_Records_
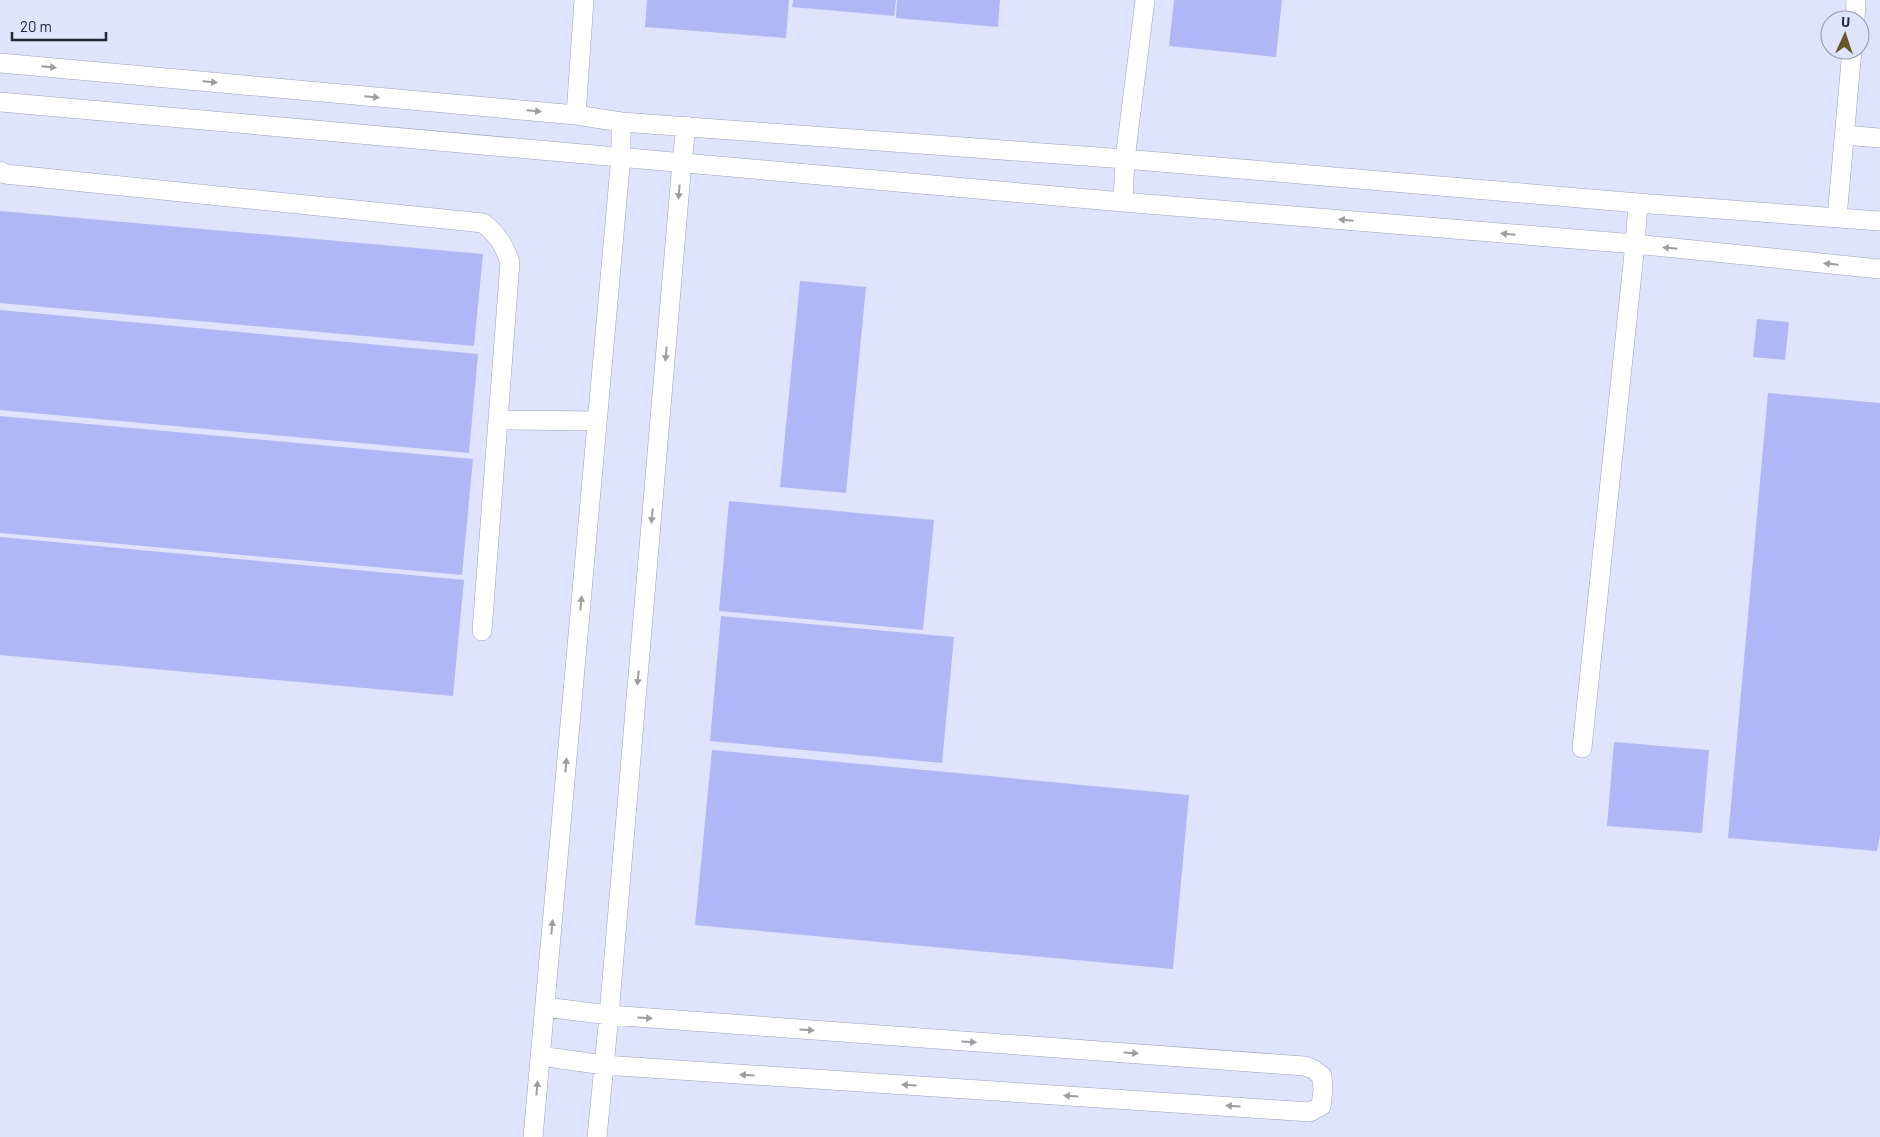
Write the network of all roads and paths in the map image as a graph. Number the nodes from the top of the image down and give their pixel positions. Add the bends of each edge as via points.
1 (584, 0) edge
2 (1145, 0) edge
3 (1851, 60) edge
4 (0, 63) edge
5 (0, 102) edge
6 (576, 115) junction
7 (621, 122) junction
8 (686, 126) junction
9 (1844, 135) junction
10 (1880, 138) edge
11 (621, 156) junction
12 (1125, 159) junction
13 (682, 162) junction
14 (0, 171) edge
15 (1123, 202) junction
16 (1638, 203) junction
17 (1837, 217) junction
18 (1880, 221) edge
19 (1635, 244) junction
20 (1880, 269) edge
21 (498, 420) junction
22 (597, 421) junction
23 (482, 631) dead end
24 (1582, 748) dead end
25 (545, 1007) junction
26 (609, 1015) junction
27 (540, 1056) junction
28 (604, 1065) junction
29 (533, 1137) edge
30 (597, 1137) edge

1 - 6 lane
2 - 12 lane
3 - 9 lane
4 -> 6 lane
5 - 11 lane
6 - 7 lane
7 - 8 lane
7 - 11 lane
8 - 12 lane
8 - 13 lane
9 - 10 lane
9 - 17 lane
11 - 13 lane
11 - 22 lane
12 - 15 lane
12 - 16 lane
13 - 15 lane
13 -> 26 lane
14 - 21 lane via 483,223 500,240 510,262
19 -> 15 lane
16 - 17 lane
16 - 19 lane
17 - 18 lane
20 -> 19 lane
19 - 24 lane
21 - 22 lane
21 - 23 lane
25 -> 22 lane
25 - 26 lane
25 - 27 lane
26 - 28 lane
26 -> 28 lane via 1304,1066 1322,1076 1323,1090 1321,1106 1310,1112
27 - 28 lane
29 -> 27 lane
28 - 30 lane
--
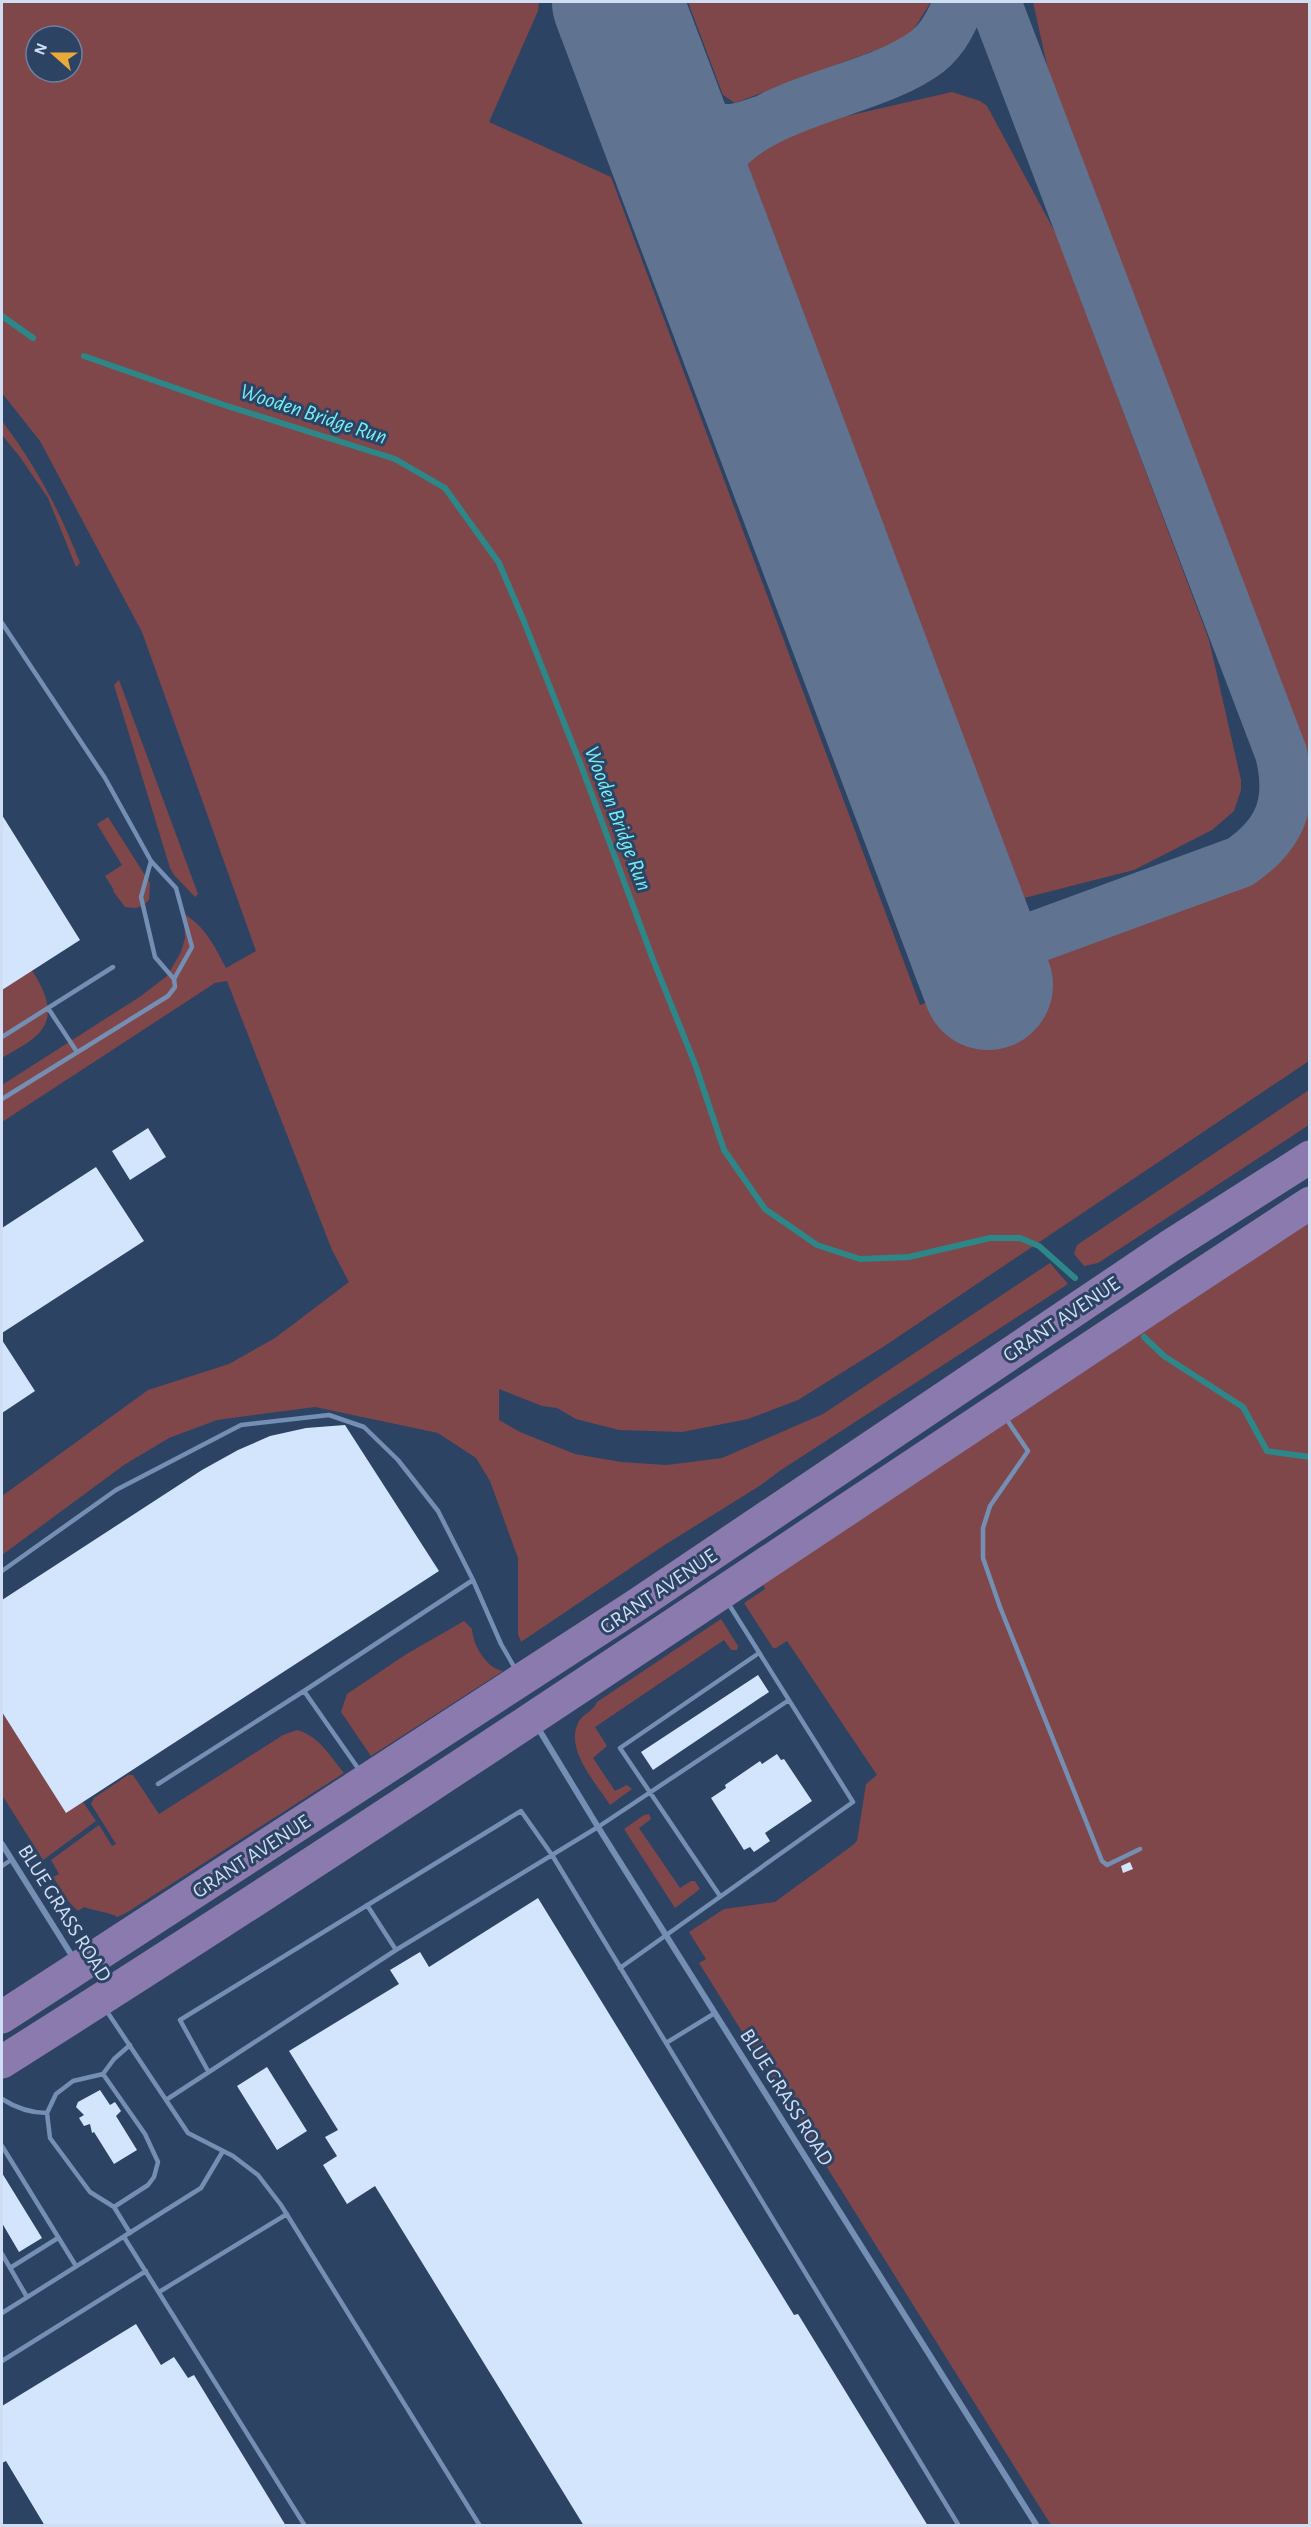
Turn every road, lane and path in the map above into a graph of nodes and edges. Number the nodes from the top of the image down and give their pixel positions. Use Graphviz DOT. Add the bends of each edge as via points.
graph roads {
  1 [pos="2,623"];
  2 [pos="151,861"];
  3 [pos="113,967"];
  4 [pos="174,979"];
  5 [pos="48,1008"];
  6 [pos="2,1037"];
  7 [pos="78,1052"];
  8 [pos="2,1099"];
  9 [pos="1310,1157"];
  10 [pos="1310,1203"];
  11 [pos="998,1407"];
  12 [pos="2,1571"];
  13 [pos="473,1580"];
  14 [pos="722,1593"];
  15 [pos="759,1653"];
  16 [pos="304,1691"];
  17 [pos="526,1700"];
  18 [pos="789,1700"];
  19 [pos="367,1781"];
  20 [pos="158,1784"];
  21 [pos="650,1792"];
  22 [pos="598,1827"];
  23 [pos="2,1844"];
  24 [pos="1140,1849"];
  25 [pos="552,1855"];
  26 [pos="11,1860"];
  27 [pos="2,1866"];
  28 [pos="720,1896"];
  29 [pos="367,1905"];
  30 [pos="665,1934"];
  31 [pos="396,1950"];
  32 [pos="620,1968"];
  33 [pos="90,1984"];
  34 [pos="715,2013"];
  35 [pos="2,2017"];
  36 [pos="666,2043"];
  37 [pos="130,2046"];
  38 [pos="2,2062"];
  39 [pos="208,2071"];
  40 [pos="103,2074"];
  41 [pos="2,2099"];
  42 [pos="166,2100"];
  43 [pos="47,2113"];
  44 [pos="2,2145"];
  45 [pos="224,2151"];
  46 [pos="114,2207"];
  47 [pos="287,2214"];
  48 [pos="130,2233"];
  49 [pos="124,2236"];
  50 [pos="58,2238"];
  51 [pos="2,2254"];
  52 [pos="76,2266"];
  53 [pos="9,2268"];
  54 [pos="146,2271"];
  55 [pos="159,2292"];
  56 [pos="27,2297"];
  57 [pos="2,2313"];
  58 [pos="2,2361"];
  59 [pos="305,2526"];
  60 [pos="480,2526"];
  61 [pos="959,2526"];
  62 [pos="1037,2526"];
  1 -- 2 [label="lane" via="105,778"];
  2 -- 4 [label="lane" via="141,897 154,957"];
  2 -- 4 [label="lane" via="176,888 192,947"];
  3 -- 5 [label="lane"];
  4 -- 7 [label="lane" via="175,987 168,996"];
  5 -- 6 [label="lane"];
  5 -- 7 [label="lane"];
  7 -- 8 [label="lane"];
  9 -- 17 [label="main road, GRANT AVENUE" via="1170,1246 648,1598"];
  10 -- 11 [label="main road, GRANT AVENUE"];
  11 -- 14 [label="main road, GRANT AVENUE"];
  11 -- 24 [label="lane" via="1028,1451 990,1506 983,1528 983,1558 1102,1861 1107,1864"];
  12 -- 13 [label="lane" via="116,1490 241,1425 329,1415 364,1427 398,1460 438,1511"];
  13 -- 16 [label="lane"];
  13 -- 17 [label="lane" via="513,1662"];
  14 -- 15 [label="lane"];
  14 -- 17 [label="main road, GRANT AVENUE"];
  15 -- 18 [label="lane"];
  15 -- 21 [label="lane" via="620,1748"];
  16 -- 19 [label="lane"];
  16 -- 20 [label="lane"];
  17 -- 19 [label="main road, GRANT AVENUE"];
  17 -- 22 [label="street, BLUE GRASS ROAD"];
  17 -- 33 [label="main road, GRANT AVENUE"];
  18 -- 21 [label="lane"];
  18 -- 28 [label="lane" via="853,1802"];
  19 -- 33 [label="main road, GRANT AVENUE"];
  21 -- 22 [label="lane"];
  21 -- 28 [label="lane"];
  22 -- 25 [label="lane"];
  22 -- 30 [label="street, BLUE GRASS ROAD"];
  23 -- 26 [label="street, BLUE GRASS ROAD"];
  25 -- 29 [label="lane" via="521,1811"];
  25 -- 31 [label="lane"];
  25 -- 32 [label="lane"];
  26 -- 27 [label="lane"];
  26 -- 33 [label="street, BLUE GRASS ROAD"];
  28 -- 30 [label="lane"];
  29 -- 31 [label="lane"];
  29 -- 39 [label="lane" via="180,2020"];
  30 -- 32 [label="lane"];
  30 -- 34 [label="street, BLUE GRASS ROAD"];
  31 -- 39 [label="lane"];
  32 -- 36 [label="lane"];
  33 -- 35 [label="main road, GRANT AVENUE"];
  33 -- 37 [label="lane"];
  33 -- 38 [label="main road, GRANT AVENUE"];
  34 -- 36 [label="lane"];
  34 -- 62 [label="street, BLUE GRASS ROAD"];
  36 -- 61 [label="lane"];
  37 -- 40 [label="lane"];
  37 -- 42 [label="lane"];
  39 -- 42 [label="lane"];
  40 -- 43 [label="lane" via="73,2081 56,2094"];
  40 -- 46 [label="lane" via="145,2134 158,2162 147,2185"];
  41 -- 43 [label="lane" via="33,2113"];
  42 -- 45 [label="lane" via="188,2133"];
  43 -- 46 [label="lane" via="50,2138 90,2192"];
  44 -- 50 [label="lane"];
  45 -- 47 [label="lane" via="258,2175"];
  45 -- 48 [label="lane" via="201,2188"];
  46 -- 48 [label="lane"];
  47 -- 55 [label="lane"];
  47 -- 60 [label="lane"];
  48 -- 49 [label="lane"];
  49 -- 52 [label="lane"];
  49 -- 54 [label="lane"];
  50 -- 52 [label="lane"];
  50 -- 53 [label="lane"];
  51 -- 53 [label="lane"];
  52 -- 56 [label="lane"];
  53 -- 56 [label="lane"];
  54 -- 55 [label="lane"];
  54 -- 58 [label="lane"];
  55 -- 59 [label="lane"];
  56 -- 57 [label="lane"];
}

_What the task requires_
Within the material, count the lines where the word "positions" appears. The reply is that number and nothing more.

_Answer_
2